Aunque en los últimos 20 años, la mortalidad y discapacidad por ictus ha disminuido, gracias a la mejora en la detección precoz de los síntomas, en el control de los principales factores de riesgo y en la introducción de nuevas medidas terapéuticas, como las Unidades de Ictus, la trombólisis o la trombectomía mecánica, su incidencia
sigue aumentando. La Organización Mundial de la Salud (OMS) estima en que los próximos 25 años su incidencia se incrementará un 27%.  Pero, ¿qué es un ictus?, ¿qué lo provoca?, ¿cómo podemos prevenir y minimizar sus riesgos?

El médico Jose Antonio Martínez Campos, nos acerca en este artículo las causas que dan lugar al ictus, los distintos daños cerebrales que puede ocasionar y qué es lo que tenemos que tener en cuenta a la hora de su prevención. Además, Jose Antonio Martínez a parte de hablarnos como profesional de la salud también tiene una visión como paciente, ya que sufrió un ictus postraumático en 1983.

El autor
Jose Antonio Martínez Campos

Licenciado en Medicina y cirugía por la Universidad Complutense de Madrid.

Médico especialista en atención primaria y comunitaria. Centro de Salud Navalcarnero.

Director Médico del Centro Socio Sanitario Virgen del Socorro en Villamanta.

Tutor honorífico de la Universidad Rey Juan Carlos.

Entre otros muchos cursos y formación, Máster europeo en manejo de diabetes mellitus tipo 2 por la Universidad de Alacá de Henares. [divider]

Según la Real Academia Española, el ictus es una enfermedad cerebral de origen vascular que se presenta de un modo súbito.

Estamos ante una de las mas importantes y limitantes enfermedades que pueden afectar a las personas y más en concreto, a las personas mayores de 65 años.

Cuando se sufre un ictus, el daño cerebral que se produce puede ser irreparable y dejar secuelas graves, creando discapacidad, en muchos casos una dependencia absoluta de actividades de la vida diaria con el menoscabo a la calidad de vida del paciente y la alteración de toda la esfera psicosocial que le rodea, afectando a familiares, pareja, amigos, etc.

Tras sufrir un ictus, aproximadamente un tercio de los pacientes se recupera totalmente, otro tercio queda con secuelas y otro tercio fallece.
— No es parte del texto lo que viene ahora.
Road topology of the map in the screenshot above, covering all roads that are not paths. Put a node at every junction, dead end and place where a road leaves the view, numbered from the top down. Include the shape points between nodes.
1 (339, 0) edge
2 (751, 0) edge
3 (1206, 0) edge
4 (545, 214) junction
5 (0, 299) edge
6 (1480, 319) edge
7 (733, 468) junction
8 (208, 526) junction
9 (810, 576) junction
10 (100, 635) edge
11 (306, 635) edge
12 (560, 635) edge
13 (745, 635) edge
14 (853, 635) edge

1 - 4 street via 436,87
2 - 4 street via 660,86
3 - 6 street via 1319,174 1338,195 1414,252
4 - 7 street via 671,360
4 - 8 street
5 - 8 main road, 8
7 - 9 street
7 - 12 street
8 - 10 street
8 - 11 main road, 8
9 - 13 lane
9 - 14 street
Además, el 25% de las personas que padecen un ictus pueden sufrir un evento fatal  durante los primeros 30 días.

Por todo ello, el ictus constituye, en la actualidad, uno de los problemas de salud pública más importantes. Siendo la tercera causa de muerte en el mundo occidental, la primera causa de invalidez permanente entre las personas adultas y una de las principales causas de déficit neurológico en las personas de mayor edad.

 

Un déficit neurológico es una anomalía funcional de un área del cuerpo. Esta alteración funcional se debe a una disminución del funcionamiento del cerebro, la médula espinal, los músculos o los nervios. Por ejemplo, reflejos anormales, incapacidad para hablar, disminución de la sensibilidad, pérdida del equilibrio, problemas con la actividad mental, cambios visuales, problemas para caminar o sufrir debilidad en los brazos y piernas.
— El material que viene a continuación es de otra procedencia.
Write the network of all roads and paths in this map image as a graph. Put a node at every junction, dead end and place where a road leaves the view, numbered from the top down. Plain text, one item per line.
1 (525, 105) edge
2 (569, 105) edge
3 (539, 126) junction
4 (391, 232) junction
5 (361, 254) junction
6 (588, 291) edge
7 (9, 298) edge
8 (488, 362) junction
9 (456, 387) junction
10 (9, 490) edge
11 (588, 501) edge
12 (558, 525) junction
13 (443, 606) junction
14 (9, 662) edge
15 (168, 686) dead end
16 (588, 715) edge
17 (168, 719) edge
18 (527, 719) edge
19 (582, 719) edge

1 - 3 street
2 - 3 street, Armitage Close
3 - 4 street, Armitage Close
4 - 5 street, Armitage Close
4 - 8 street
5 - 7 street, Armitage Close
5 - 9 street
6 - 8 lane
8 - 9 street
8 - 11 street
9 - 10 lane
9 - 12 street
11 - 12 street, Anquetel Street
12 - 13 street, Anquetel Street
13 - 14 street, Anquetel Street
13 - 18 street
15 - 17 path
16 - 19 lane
Dependiendo de que área este afectada se presentaran unos u otros síntomas o signos.

El ictus en cifras

Prevalencia

  • Entorno al  4 % en la población mayor de 64 años.
  •  De 65 a 74 años es más frecuente en varones.
  •  A partir de los 75 más frecuente en mujeres.

Mortalidad

  • En Europa es la tercera causa de muerte. La primera causa de mortalidad en la mujer.
  • En España es la primera causa de muerte en mujeres y segunda en hombres.

Morbilidad

  • El 33 % de las personas que padecen un ictus requieren de rehabilitación.
  • El 33 % presenta discapacidad para alguna actividad básica de la vida diaria.
  • El 20 % de los pacientes que han sufrido un ictus son dependientes a los seis meses.
  • El 10 % evoluciona a demencia en los tres meses siguientes.
  • Otros Problemas secundarios adquiridos derivados del ictus se refieren a: epilepsiaespasticidadincontinencia urinaria, problemas intestinales, úlceras de decúbito,  problemas de estress , depresion,  afectacion de la esfera biopsicosocial, etc.
  • Alteraciones en la esfera de la familia, rol del cuidador, etc.
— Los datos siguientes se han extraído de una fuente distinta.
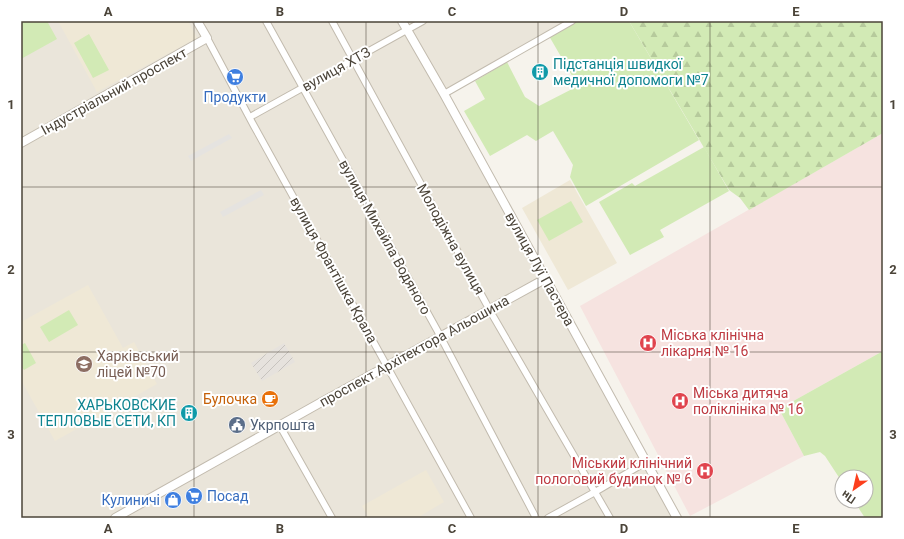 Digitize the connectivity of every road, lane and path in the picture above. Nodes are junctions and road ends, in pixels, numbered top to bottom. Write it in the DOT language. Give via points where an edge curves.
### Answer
graph roads {
  1 [pos="197,21"];
  2 [pos="266,21"];
  3 [pos="332,21"];
  4 [pos="402,21"];
  5 [pos="423,21"];
  6 [pos="572,21"];
  7 [pos="407,30"];
  8 [pos="207,38"];
  9 [pos="353,60"];
  10 [pos="303,87"];
  11 [pos="444,94"];
  12 [pos="250,117"];
  13 [pos="21,143"];
  14 [pos="545,279"];
  15 [pos="490,310"];
  16 [pos="440,337"];
  17 [pos="387,366"];
  18 [pos="280,426"];
  19 [pos="646,462"];
  20 [pos="595,492"];
  21 [pos="115,518"];
  22 [pos="332,518"];
  23 [pos="471,518"];
  24 [pos="536,518"];
  25 [pos="548,518"];
  26 [pos="610,518"];
  27 [pos="677,518"];
  1 -- 8 [label="street, вулиця Франтішка Крала"];
  2 -- 10 [label="street, вулиця Михайла Водяного"];
  3 -- 9 [label="street, Молодіжна вулиця"];
  4 -- 7 [label="street, вулиця Луї Пастера"];
  5 -- 7 [label="street, вулиця ХТЗ"];
  6 -- 11 [label="street"];
  7 -- 9 [label="street, вулиця ХТЗ"];
  7 -- 11 [label="street, вулиця Луї Пастера"];
  8 -- 12 [label="street, вулиця Франтішка Крала"];
  8 -- 13 [label="street, Індустріальний проспект"];
  9 -- 10 [label="street, вулиця ХТЗ"];
  9 -- 15 [label="street, Молодіжна вулиця"];
  10 -- 12 [label="street, вулиця ХТЗ"];
  10 -- 16 [label="street, вулиця Михайла Водяного"];
  11 -- 14 [label="street, вулиця Луї Пастера"];
  12 -- 17 [label="street, вулиця Франтішка Крала"];
  14 -- 15 [label="street, проспект Архітектора Альошина"];
  14 -- 19 [label="street, вулиця Луї Пастера"];
  15 -- 16 [label="street, проспект Архітектора Альошина"];
  15 -- 20 [label="street, Молодіжна вулиця"];
  16 -- 17 [label="street, проспект Архітектора Альошина"];
  16 -- 24 [label="street, вулиця Михайла Водяного"];
  17 -- 18 [label="street, проспект Архітектора Альошина"];
  17 -- 23 [label="street, вулиця Франтішка Крала"];
  18 -- 21 [label="street, проспект Архітектора Альошина"];
  18 -- 22 [label="street"];
  19 -- 20 [label="street"];
  19 -- 27 [label="street, вулиця Луї Пастера"];
  20 -- 25 [label="street"];
  20 -- 26 [label="street, Молодіжна вулиця"];
}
¿Cuál es la principal causa del ictus?

La principal causa de Ictus es la falta de control sobre los factores de riesgo cardiovascular (FRC) modificables.

Los factores de riesgo cardiovascular no modificables como la edad, enfermedades genéticas, coagulopatias,   etc  no podemos modificarlos y aportan un riesgo de por si que no podemos disminuir modificando hábitos.

Hipertension arterial (hta), dislipemia, sedentarismo y obesidad, tabaco, diabetes mellitus serian los más importantes a controlar.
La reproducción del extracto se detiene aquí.